→ **Task prompt**
I would like you to transcribe all of the data exactly.

→ **Recorded data**
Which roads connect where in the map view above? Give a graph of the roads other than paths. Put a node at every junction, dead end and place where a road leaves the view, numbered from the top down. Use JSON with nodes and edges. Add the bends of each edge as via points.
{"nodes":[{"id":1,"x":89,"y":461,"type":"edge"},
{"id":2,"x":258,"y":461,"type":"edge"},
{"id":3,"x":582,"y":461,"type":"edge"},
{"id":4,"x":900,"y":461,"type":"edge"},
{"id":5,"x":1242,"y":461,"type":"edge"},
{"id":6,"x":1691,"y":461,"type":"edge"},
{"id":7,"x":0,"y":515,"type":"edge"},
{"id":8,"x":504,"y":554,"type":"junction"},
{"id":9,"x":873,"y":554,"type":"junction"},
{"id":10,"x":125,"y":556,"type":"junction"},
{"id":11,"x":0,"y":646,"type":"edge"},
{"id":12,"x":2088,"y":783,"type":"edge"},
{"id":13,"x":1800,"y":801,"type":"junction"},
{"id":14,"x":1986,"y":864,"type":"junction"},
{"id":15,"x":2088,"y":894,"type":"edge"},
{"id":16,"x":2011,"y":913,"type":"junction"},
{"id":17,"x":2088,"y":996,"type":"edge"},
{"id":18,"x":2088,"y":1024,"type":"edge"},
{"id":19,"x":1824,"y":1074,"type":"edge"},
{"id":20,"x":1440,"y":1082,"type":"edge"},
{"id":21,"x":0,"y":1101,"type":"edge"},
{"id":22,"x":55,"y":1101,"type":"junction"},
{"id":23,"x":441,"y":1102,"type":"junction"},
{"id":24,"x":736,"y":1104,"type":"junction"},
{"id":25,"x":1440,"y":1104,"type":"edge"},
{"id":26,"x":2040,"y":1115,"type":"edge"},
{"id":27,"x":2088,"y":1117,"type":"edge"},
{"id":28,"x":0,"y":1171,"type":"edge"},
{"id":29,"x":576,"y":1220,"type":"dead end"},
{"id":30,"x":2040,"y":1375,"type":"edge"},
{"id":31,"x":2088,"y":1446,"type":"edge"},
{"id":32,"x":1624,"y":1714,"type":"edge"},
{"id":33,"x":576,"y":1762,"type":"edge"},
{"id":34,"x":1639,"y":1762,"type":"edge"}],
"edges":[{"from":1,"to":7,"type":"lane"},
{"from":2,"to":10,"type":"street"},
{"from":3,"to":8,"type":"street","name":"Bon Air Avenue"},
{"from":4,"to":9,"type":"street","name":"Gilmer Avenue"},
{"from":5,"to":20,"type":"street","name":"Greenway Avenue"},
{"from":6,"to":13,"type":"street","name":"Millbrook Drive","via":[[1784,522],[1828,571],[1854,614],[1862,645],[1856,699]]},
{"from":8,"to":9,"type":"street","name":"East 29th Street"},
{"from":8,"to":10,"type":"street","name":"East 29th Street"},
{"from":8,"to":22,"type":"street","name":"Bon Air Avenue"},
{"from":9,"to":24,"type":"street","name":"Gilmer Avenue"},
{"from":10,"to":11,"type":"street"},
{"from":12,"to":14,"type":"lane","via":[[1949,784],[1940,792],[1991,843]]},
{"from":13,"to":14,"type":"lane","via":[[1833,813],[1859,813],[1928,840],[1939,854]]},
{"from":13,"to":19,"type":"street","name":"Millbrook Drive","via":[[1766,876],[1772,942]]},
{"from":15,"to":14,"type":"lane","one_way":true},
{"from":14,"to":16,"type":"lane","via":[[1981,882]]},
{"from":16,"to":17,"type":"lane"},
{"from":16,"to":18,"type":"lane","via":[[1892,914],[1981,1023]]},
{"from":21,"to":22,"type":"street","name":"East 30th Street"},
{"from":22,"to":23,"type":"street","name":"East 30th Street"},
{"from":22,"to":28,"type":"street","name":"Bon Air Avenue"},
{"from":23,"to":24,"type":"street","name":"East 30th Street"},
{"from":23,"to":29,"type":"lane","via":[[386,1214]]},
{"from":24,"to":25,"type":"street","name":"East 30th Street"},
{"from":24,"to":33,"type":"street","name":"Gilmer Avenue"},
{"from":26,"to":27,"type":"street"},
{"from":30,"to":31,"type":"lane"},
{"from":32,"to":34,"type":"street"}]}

→ **Solution to this task**
Which roads connect where in the map view above? Give a graph of the roads other than paths. Put a node at every junction, dead end and place where a road leaves the view, numbered from the top down. Use JSON with nodes and edges. Add the bends of each edge as via points.
{"nodes":[{"id":1,"x":89,"y":461,"type":"edge"},
{"id":2,"x":258,"y":461,"type":"edge"},
{"id":3,"x":582,"y":461,"type":"edge"},
{"id":4,"x":900,"y":461,"type":"edge"},
{"id":5,"x":1242,"y":461,"type":"edge"},
{"id":6,"x":1691,"y":461,"type":"edge"},
{"id":7,"x":0,"y":515,"type":"edge"},
{"id":8,"x":504,"y":554,"type":"junction"},
{"id":9,"x":873,"y":554,"type":"junction"},
{"id":10,"x":125,"y":556,"type":"junction"},
{"id":11,"x":0,"y":646,"type":"edge"},
{"id":12,"x":2088,"y":783,"type":"edge"},
{"id":13,"x":1800,"y":801,"type":"junction"},
{"id":14,"x":1986,"y":864,"type":"junction"},
{"id":15,"x":2088,"y":894,"type":"edge"},
{"id":16,"x":2011,"y":913,"type":"junction"},
{"id":17,"x":2088,"y":996,"type":"edge"},
{"id":18,"x":2088,"y":1024,"type":"edge"},
{"id":19,"x":1824,"y":1074,"type":"edge"},
{"id":20,"x":1440,"y":1082,"type":"edge"},
{"id":21,"x":0,"y":1101,"type":"edge"},
{"id":22,"x":55,"y":1101,"type":"junction"},
{"id":23,"x":441,"y":1102,"type":"junction"},
{"id":24,"x":736,"y":1104,"type":"junction"},
{"id":25,"x":1440,"y":1104,"type":"edge"},
{"id":26,"x":2040,"y":1115,"type":"edge"},
{"id":27,"x":2088,"y":1117,"type":"edge"},
{"id":28,"x":0,"y":1171,"type":"edge"},
{"id":29,"x":576,"y":1220,"type":"dead end"},
{"id":30,"x":2040,"y":1375,"type":"edge"},
{"id":31,"x":2088,"y":1446,"type":"edge"},
{"id":32,"x":1624,"y":1714,"type":"edge"},
{"id":33,"x":576,"y":1762,"type":"edge"},
{"id":34,"x":1639,"y":1762,"type":"edge"}],
"edges":[{"from":1,"to":7,"type":"lane"},
{"from":2,"to":10,"type":"street"},
{"from":3,"to":8,"type":"street","name":"Bon Air Avenue"},
{"from":4,"to":9,"type":"street","name":"Gilmer Avenue"},
{"from":5,"to":20,"type":"street","name":"Greenway Avenue"},
{"from":6,"to":13,"type":"street","name":"Millbrook Drive","via":[[1784,522],[1828,571],[1854,614],[1862,645],[1856,699]]},
{"from":8,"to":9,"type":"street","name":"East 29th Street"},
{"from":8,"to":10,"type":"street","name":"East 29th Street"},
{"from":8,"to":22,"type":"street","name":"Bon Air Avenue"},
{"from":9,"to":24,"type":"street","name":"Gilmer Avenue"},
{"from":10,"to":11,"type":"street"},
{"from":12,"to":14,"type":"lane","via":[[1949,784],[1940,792],[1991,843]]},
{"from":13,"to":14,"type":"lane","via":[[1833,813],[1859,813],[1928,840],[1939,854]]},
{"from":13,"to":19,"type":"street","name":"Millbrook Drive","via":[[1766,876],[1772,942]]},
{"from":15,"to":14,"type":"lane","one_way":true},
{"from":14,"to":16,"type":"lane","via":[[1981,882]]},
{"from":16,"to":17,"type":"lane"},
{"from":16,"to":18,"type":"lane","via":[[1892,914],[1981,1023]]},
{"from":21,"to":22,"type":"street","name":"East 30th Street"},
{"from":22,"to":23,"type":"street","name":"East 30th Street"},
{"from":22,"to":28,"type":"street","name":"Bon Air Avenue"},
{"from":23,"to":24,"type":"street","name":"East 30th Street"},
{"from":23,"to":29,"type":"lane","via":[[386,1214]]},
{"from":24,"to":25,"type":"street","name":"East 30th Street"},
{"from":24,"to":33,"type":"street","name":"Gilmer Avenue"},
{"from":26,"to":27,"type":"street"},
{"from":30,"to":31,"type":"lane"},
{"from":32,"to":34,"type":"street"}]}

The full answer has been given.